Material for the task START

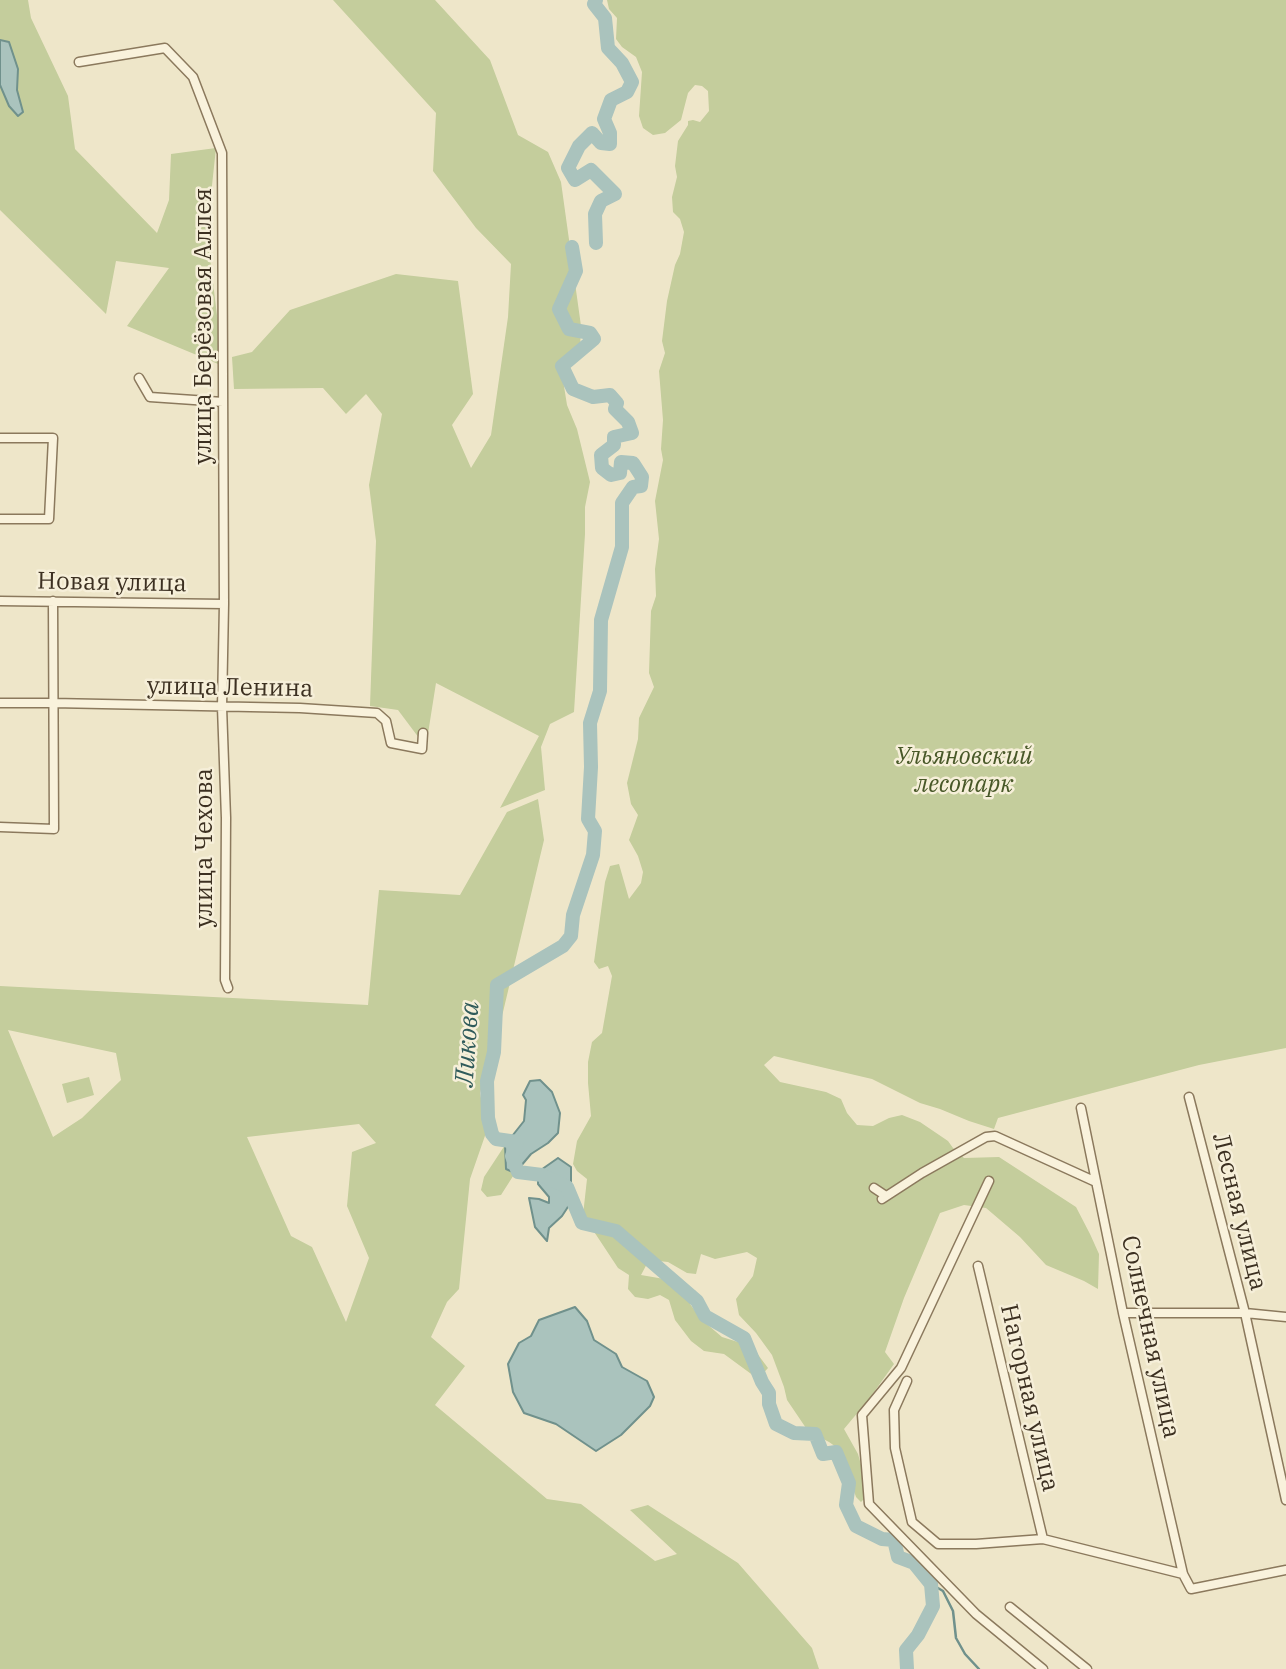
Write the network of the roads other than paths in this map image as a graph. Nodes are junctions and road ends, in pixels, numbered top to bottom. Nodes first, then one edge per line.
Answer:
1 (79, 62) dead end
2 (139, 378) dead end
3 (223, 402) junction
4 (0, 438) edge
5 (0, 519) edge
6 (0, 601) edge
7 (53, 601) junction
8 (224, 604) junction
9 (0, 703) edge
10 (53, 703) junction
11 (222, 707) junction
12 (423, 733) dead end
13 (0, 827) edge
14 (228, 988) dead end
15 (1189, 1097) dead end
16 (1082, 1108) dead end
17 (989, 1181) dead end
18 (1096, 1182) junction
19 (874, 1188) dead end
20 (978, 1266) dead end
21 (1123, 1313) junction
22 (1245, 1313) junction
23 (1286, 1317) edge
24 (907, 1381) dead end
25 (1286, 1500) edge
26 (1042, 1539) junction
27 (1286, 1570) edge
28 (1183, 1574) junction
29 (1010, 1607) dead end
30 (1043, 1669) edge
31 (1087, 1669) edge

1 - 3 street, улица Берёзовая Аллея
2 - 3 street
3 - 8 street, улица Берёзовая Аллея
4 - 5 street
6 - 7 street, Новая улица
7 - 8 street, Новая улица
7 - 10 street
8 - 11 street, улица Берёзовая Аллея
9 - 10 street, улица Ленина
10 - 11 street, улица Ленина
10 - 13 street
11 - 12 street, улица Ленина
11 - 14 street, улица Чехова
15 - 22 street, Лесная улица
16 - 18 street, Солнечная улица
17 - 30 street
18 - 19 street
18 - 21 street, Солнечная улица
20 - 26 street, Нагорная улица
21 - 22 street
21 - 28 street, Солнечная улица
22 - 23 street
22 - 25 street, Лесная улица
24 - 26 street
26 - 28 street
27 - 28 street
29 - 31 street

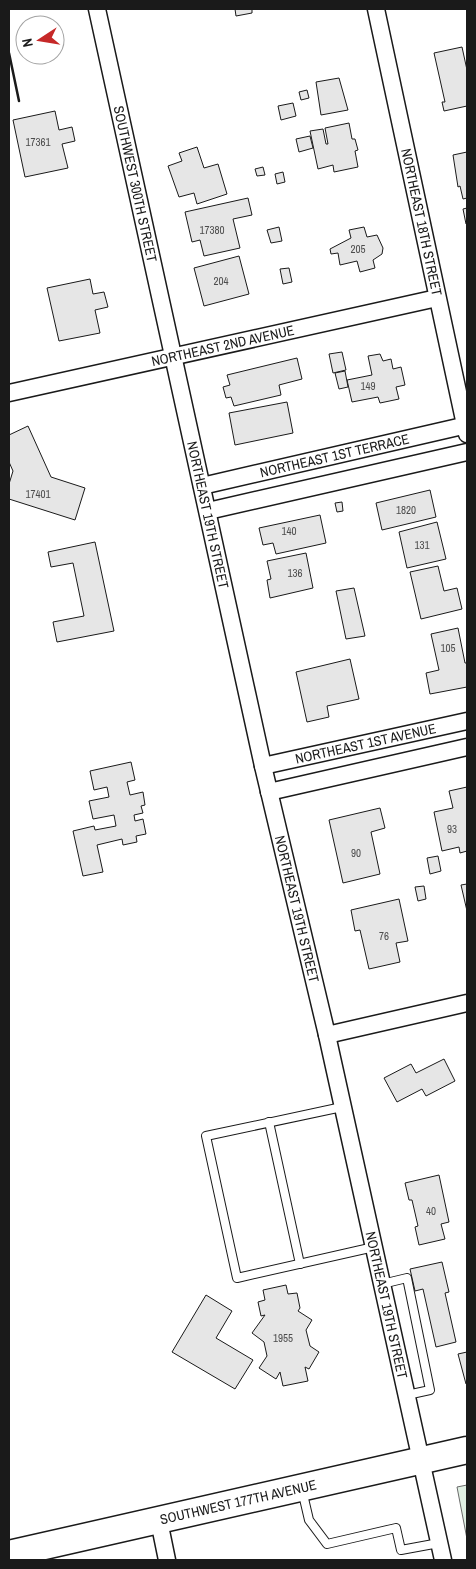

Material for the task END

### About this exercise
After removing the pictures, repeat the remaining records exactly.

### Reply
Write the network of the roads other than paths in this map image as a graph. Nodes are junctions and road ends, in pixels, numbered top to bottom. Nodes first, then one edge per line.
Answer:
1 (79, 62) dead end
2 (139, 378) dead end
3 (223, 402) junction
4 (0, 438) edge
5 (0, 519) edge
6 (0, 601) edge
7 (53, 601) junction
8 (224, 604) junction
9 (0, 703) edge
10 (53, 703) junction
11 (222, 707) junction
12 (423, 733) dead end
13 (0, 827) edge
14 (228, 988) dead end
15 (1189, 1097) dead end
16 (1082, 1108) dead end
17 (989, 1181) dead end
18 (1096, 1182) junction
19 (874, 1188) dead end
20 (978, 1266) dead end
21 (1123, 1313) junction
22 (1245, 1313) junction
23 (1286, 1317) edge
24 (907, 1381) dead end
25 (1286, 1500) edge
26 (1042, 1539) junction
27 (1286, 1570) edge
28 (1183, 1574) junction
29 (1010, 1607) dead end
30 (1043, 1669) edge
31 (1087, 1669) edge

1 - 3 street, улица Берёзовая Аллея
2 - 3 street
3 - 8 street, улица Берёзовая Аллея
4 - 5 street
6 - 7 street, Новая улица
7 - 8 street, Новая улица
7 - 10 street
8 - 11 street, улица Берёзовая Аллея
9 - 10 street, улица Ленина
10 - 11 street, улица Ленина
10 - 13 street
11 - 12 street, улица Ленина
11 - 14 street, улица Чехова
15 - 22 street, Лесная улица
16 - 18 street, Солнечная улица
17 - 30 street
18 - 19 street
18 - 21 street, Солнечная улица
20 - 26 street, Нагорная улица
21 - 22 street
21 - 28 street, Солнечная улица
22 - 23 street
22 - 25 street, Лесная улица
24 - 26 street
26 - 28 street
27 - 28 street
29 - 31 street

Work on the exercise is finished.